What a 1-bed actually looks like.

An available 1-bed at £287,930 (investor price), on a 75% LTV mortgage at an illustrative 4.5% rate. Bristol rents are conservatively assumed; recent comparables run higher.

One Bedroom

Indicative · 75% LTV
Capital required
Purchase price (investor)£287,930
Deposit (25%)£71,983
Stamp dutyEST£17,200
Other purchase costsEST£3,800
Total capital in£92,983
Monthly position
Rent (AST)EST£1,450
Management (8%)£116
Service charge (£2 psf)£87
Mortgage at 4.5%EST£810
Net monthly profit£437
Gross yield on price~6.0%
trade-offs we'd flag ourselves

Two things worth knowing.

The case is real. The trade-offs are real too. They belong on the same page.

01.

Day-one yield is the lowest of our current developments.

The Bristol thesis depends on rental growth and capital position doing the heavy lifting over time, not on the headline percentage at completion. That's a deliberate trade for structural defensibility — and worth being clear-eyed about, since the input number reads modestly compared to a yield-led deal.

02.

It's off-plan, delivered in phases.

Some blocks complete sooner, others land later in 2026. That's a feature of a development this size rather than a flaw. The developer is well capitalised and the planning is in place.

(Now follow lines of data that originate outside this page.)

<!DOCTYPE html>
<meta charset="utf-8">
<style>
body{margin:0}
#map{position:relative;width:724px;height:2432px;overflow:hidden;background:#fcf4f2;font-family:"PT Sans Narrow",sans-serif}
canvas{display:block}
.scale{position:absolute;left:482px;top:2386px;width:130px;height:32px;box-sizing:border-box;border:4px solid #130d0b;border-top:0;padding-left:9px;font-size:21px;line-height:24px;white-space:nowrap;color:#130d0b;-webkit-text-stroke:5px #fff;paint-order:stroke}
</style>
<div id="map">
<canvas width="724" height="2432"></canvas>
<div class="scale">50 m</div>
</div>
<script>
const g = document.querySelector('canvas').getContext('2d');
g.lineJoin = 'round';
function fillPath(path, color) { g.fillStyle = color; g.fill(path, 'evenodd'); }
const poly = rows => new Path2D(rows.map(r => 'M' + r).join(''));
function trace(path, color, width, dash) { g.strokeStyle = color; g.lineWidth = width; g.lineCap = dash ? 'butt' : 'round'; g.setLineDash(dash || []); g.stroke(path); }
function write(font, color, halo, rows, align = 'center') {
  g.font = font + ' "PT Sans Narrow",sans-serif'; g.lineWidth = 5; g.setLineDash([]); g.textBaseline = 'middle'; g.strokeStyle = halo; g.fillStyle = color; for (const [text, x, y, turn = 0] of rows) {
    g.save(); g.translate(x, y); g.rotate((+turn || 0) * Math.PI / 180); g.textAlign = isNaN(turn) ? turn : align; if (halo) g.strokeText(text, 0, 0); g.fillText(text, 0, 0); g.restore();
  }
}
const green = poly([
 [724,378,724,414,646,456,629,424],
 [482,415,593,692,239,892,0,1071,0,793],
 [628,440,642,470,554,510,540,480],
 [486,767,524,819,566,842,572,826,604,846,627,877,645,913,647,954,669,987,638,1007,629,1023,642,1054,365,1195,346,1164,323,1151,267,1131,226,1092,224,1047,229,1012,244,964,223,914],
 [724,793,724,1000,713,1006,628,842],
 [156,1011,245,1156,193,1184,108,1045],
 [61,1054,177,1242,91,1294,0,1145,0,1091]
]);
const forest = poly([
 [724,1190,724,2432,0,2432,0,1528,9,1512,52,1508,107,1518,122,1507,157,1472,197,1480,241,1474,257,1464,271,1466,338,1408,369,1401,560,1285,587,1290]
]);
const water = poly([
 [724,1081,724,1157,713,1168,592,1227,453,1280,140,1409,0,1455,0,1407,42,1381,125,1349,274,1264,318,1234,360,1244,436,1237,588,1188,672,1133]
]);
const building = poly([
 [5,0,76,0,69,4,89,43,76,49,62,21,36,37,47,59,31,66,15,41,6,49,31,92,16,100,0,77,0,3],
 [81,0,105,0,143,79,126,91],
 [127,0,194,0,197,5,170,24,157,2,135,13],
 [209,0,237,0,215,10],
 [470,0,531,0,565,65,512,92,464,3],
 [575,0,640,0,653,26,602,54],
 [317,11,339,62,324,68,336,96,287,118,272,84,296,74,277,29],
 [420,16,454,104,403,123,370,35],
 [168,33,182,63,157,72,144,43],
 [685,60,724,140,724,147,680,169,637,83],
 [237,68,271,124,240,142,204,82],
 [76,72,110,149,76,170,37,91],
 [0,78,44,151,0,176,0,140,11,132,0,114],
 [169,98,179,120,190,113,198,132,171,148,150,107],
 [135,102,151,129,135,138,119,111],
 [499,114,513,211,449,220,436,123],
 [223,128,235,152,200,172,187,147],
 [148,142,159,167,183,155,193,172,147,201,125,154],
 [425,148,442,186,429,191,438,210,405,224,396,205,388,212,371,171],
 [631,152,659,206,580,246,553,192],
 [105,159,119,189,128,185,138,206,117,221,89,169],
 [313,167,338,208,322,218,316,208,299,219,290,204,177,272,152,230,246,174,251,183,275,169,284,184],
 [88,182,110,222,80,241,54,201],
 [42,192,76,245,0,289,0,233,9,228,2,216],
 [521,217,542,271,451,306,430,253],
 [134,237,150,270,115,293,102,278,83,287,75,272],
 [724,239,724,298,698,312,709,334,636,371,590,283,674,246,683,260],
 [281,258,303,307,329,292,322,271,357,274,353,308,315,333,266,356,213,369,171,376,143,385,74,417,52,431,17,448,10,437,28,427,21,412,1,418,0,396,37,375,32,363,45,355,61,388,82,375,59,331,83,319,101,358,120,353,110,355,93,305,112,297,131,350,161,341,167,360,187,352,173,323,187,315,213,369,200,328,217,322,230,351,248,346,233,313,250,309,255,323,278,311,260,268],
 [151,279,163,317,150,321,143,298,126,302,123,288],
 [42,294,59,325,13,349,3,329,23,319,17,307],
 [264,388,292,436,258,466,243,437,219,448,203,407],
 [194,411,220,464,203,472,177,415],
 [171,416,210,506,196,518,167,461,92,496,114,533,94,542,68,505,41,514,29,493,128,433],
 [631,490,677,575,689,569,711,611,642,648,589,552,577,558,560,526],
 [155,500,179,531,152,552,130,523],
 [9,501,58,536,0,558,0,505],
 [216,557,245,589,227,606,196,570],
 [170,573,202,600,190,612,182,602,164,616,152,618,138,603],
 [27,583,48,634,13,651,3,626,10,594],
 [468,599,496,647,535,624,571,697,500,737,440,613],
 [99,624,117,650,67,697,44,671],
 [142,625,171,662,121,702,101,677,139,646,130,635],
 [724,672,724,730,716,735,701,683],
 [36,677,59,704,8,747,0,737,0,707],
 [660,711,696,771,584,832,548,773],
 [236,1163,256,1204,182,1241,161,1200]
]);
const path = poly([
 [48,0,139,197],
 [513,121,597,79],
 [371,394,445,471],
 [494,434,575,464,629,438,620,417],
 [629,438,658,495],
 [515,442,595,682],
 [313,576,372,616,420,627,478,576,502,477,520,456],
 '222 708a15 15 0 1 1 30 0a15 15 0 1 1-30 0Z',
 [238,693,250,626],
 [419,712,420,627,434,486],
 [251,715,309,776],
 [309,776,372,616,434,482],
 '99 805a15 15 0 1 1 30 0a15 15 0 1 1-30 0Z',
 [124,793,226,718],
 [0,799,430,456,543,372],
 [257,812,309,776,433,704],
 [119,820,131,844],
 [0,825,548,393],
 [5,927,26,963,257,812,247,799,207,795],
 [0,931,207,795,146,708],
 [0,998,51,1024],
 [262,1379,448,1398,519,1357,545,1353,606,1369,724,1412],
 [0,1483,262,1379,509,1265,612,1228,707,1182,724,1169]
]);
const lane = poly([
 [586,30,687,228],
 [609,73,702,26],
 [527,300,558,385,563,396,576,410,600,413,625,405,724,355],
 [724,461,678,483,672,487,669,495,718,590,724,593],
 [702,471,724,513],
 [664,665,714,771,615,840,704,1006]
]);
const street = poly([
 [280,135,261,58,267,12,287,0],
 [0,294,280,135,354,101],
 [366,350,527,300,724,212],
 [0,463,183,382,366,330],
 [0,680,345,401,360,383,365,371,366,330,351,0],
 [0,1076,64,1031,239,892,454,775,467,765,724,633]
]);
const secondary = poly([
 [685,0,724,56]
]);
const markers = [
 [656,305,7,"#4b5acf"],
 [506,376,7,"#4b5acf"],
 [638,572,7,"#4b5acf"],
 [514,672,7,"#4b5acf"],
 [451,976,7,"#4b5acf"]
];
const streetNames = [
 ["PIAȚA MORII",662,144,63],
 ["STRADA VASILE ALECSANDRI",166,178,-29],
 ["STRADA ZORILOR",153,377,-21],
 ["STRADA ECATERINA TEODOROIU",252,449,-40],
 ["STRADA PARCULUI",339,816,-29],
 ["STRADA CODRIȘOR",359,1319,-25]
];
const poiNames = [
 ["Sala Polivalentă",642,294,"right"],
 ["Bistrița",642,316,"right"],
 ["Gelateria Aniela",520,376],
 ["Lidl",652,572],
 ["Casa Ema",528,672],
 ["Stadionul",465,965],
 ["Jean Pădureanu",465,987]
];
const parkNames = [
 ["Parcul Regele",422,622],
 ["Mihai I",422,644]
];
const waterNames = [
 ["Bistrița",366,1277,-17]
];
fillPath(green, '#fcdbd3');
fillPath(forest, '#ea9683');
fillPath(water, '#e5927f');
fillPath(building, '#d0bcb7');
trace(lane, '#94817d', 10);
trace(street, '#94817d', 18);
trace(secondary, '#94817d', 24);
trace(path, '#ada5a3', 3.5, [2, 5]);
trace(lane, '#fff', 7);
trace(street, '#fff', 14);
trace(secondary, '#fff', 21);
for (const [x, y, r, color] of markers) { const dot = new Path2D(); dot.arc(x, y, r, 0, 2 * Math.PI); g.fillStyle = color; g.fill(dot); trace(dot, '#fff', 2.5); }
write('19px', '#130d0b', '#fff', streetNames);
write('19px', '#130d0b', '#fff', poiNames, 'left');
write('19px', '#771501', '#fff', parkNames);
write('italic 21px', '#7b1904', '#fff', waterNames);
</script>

Property values can fall as well as rise. Past performance and projected returns are not reliable indicators of future results. Rental yields and occupancy levels are projections based on current market conditions and are not guaranteed. Bristol rental growth and capital projections reflect current market data from Bristol City Council, Living Rent Commission, ONS, and Avison Young. Off-plan completion dates are anticipated by the developer and are subject to change. Mortgage availability, rates and stamp duty are subject to change and depend on individual circumstances. All figures are illustrative and gross of income tax. Magna Partners Ltd is a property introducer and not a regulated financial adviser. You should take independent legal, tax and financial advice before committing to any investment.